Malgré tous les efforts des gouvernants et les organismes internationaux pour freiner les mutilations sexuelles féminines, la pratique continue de plus belle, à en croire la ministre de la Promotion Féminine, de l’enfance et des personnes vulnérables.
Aicha Nanette Conté estime que cette pratique est une source de revenus pour les pratiquantes.
‘’Quand on écoute les exiciceuses traditionnelles ou même les sages femmes qui se cachent pour pratiquer l’excision, c’est parce que derrière l’acte, il y a l’intérêt pecunier qui est là. L’acte est rémunéré. Quand on met les filles dans des camps d’initiation, toutes les familles apportent des sacs de riz, du lait et de l’argent. Ce qui fait que les femmes n’abandonnent pas la pratique au détriment de la fille’’, déplore la ministre dans les Grandes Gueules.
La ministre Aicha Nanette Conté rappelle qu’avant, ‘’on exicisait les filles à partir de 13 à 14 ans et plus. Mais aujourd’hui, il y a même des bébés d’une semaine qu’on excisent.

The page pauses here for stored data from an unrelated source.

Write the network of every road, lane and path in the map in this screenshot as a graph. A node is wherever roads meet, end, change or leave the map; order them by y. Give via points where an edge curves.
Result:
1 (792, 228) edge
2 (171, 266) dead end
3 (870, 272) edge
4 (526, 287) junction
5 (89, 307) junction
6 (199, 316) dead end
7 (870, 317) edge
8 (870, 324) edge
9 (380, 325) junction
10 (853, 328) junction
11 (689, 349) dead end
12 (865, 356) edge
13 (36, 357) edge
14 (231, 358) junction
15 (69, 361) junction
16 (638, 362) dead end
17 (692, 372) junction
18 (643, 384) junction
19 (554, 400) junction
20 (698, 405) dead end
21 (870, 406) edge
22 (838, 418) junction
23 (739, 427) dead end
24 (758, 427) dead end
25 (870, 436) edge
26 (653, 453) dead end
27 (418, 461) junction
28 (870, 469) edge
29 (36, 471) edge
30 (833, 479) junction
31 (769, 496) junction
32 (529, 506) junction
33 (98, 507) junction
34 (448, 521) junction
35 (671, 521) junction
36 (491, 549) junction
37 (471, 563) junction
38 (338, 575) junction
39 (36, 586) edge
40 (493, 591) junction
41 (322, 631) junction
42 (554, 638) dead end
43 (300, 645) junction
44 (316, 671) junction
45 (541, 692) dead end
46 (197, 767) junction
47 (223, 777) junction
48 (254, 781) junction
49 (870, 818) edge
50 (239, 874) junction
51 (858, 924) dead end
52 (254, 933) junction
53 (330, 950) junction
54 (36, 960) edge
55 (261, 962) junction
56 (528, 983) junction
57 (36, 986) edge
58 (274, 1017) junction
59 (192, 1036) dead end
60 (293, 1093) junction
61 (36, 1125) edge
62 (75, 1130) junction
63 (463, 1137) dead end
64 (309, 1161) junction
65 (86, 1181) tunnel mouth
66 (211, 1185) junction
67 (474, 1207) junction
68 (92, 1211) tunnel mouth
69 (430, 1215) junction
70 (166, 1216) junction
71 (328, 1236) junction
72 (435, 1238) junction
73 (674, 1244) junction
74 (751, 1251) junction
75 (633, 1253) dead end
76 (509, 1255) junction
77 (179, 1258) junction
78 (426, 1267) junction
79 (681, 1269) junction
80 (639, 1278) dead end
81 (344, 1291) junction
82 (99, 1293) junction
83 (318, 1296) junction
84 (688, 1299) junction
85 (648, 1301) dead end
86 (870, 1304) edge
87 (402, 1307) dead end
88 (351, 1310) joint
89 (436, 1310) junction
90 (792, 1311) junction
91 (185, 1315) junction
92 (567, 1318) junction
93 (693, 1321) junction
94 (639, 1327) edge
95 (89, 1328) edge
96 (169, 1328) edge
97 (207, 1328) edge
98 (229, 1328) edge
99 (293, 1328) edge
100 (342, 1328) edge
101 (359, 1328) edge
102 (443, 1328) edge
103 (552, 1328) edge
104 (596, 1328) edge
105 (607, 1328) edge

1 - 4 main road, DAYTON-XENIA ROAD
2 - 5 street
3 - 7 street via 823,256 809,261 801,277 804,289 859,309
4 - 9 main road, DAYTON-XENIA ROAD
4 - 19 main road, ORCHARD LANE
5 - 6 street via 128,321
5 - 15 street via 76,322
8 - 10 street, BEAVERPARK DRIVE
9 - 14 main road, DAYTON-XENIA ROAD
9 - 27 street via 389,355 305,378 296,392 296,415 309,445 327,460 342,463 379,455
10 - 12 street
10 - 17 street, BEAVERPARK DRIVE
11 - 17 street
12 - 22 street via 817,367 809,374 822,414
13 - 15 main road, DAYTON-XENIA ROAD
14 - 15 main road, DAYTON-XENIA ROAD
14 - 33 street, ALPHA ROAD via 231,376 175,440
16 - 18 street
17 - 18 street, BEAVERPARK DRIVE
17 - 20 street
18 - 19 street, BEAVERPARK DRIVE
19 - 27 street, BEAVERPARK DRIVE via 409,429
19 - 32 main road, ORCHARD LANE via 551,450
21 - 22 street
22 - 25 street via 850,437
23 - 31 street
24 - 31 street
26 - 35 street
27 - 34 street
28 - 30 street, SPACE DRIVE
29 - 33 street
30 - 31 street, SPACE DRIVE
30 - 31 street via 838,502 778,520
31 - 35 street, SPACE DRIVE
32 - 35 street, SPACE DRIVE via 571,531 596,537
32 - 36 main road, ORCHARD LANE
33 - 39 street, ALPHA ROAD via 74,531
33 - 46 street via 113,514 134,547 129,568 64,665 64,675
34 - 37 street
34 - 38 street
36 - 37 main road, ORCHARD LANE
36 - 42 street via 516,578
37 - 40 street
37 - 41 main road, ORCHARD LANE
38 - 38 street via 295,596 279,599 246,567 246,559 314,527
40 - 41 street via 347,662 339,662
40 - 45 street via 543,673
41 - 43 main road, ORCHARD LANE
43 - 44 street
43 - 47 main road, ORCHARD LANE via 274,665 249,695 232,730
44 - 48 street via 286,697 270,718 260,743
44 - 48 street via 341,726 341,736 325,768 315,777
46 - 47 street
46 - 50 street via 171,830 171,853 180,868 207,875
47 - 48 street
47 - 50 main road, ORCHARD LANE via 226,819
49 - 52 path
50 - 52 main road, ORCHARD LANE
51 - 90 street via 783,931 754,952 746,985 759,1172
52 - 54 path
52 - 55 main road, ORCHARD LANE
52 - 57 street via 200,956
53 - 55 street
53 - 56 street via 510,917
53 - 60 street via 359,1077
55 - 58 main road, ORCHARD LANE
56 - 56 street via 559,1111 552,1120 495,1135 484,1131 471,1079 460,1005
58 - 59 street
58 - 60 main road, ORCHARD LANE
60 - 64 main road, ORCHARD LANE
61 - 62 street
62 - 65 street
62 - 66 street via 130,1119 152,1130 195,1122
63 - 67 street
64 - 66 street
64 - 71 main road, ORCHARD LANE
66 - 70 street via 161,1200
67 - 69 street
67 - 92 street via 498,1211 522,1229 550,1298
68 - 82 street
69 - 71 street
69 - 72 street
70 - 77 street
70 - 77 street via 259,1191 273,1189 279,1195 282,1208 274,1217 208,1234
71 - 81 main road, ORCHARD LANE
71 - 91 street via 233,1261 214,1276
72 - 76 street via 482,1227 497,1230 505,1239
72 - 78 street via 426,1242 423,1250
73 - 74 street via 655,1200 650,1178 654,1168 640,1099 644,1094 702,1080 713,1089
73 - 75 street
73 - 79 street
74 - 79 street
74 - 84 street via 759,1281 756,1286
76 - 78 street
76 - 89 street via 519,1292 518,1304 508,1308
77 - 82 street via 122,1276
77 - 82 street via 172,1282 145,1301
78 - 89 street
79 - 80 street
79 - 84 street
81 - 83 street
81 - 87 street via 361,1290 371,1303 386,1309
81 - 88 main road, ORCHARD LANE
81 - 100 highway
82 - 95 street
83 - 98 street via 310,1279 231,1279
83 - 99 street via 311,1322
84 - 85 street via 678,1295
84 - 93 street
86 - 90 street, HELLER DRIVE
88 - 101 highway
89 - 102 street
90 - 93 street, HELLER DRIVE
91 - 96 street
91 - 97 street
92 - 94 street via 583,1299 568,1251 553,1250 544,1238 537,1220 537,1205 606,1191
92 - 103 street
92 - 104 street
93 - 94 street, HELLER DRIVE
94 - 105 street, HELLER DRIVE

On excise des fillettes de 3 à 5. Elles vont comprendre quoi de nos valeurs ?’’
‘’Parce qu’avant, dans les camps d’initiation, ce n’était pas seulement l’acte chirurgical qui était pratiqué. Il y a toutes sortes de cérémonies, de chansons et des valeurs qui étaient transmises à la fille parce qu’à la sortie du camp, elle se mariait tout de suite ou un an à deux ans plus tard. Ça aide la fille à tenir son foyer et à comprendre aussi comment s’occuper de son mari et des enfants. Mais aujourd’hui, si les filles sont excisées, qu’est-ce qu’elles vont apprendre, ou transmettre comme message ?’’, se demande-t-elle.